My expectation would have been for the last two lines to be consistent.
While experimenting with this I found that the problem is with different hashes being generated for different objects. It is apparent from the definition of Set that an equivalence relation is required to compare different objects in the Set. This equivalence relation seems to be:

a~b \Leftrightarrow (a == b && hash(a) == hash(b))

as shown by:

julia> struct A a end
Base.:(==)(a::A,b::A) = true
Base.hash(a::A) = UInt(1)
set = Set{A}()
push!(set, A(1))
Set{A} with 1 element:
A(1)
julia> A(2) in set
true
julia> A(7) in set
true

This leads to undefined behaviour when using self defined structs with custom Base.:(==) in Sets or Dicts.
Is this intentional?

help?> isequal
search: isequal issetequal
isequal(x, y)
Similar to ==, except for the treatment of floating point numbers and of missing
values. isequal treats all floating-point NaN values as equal to each other,
treats -0.0 as unequal to 0.0, and missing as equal to missing. Always returns a
Bool value.
Implementation
≡≡≡≡≡≡≡≡≡≡≡≡≡≡≡≡
The default implementation of isequal calls ==, so a type that does not involve
floating-point values generally only needs to define ==.
isequal is the comparison function used by hash tables (Dict). isequal(x,y) must
imply that hash(x) == hash(y).
This typically means that types for which a custom == or isequal method exists
must implement a corresponding hash method (and vice versa). Collections
typically implement isequal by calling isequal recursively on all contents.
Scalar types generally do not need to implement isequal separate from ==, unless
they represent floating-point numbers amenable to a more efficient
implementation than that provided as a generic fallback (based on isnan,
signbit, and ==).

help?> hash
search: hash hasmethod haskey hasfield hasproperty skipchars Threads MathConstants
hash(x[, h::UInt])
Compute an integer hash code such that isequal(x,y) implies hash(x)==hash(y).
The optional second argument h is a hash code to be mixed with the result.
New types should implement the 2-argument form, typically by calling the
2-argument hash method recursively in order to mix hashes of the contents with
each other (and with h). Typically, any type that implements hash should also
implement its own == (hence isequal) to guarantee the property mentioned above.
Types supporting subtraction (operator -) should also implement widen, which is
required to hash values inside heterogeneous arrays.

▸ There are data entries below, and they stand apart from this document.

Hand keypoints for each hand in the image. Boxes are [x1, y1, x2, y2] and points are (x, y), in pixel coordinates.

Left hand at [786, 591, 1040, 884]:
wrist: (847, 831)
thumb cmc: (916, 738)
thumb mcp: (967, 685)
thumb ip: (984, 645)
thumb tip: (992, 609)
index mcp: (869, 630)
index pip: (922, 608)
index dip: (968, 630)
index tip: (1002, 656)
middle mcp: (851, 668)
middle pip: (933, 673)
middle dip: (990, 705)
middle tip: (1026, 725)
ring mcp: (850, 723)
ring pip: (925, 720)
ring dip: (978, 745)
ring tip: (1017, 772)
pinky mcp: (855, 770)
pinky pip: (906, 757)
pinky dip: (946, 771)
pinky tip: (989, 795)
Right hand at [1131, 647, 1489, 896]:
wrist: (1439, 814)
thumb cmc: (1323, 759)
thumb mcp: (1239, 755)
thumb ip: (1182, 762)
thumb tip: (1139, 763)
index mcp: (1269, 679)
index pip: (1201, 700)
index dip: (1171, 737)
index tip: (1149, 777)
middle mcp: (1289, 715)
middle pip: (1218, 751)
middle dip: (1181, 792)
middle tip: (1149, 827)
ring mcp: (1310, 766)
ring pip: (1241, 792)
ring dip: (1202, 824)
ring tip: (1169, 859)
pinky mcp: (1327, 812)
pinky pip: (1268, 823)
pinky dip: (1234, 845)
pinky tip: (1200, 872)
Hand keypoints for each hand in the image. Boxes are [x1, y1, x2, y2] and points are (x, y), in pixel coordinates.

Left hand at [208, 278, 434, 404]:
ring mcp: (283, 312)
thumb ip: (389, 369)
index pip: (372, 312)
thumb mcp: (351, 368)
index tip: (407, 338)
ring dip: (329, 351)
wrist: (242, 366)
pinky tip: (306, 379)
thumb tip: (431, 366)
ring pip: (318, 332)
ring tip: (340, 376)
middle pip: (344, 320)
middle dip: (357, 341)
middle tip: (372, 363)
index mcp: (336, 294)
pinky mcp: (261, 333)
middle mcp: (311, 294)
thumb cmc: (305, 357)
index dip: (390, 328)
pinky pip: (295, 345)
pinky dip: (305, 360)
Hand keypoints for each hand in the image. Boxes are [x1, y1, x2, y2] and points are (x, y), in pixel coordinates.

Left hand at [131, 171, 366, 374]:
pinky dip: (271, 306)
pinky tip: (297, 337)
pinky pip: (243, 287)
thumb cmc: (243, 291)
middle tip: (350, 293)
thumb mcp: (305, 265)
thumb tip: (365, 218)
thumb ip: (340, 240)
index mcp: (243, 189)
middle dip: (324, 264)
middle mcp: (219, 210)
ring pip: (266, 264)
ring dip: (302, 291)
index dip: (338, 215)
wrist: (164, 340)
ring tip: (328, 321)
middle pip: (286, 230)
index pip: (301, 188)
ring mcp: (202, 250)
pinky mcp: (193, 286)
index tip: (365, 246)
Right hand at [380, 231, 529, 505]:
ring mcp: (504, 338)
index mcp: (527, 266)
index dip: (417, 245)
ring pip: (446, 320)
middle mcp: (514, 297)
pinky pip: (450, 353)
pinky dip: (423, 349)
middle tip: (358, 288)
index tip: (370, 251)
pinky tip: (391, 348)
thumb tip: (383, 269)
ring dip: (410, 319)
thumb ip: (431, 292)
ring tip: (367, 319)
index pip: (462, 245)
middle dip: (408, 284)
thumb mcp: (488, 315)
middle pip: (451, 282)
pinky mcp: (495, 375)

If your type will be used as a dictionary key, it should therefore also implement hash.

but I agree that could be more clearly and prominently stated.

What phrasing of the documentation of == would have helped you avoid the misunderstanding? If we can come up with something better, then we can improve the docs and hopefully save the next person from going through the same trouble you did.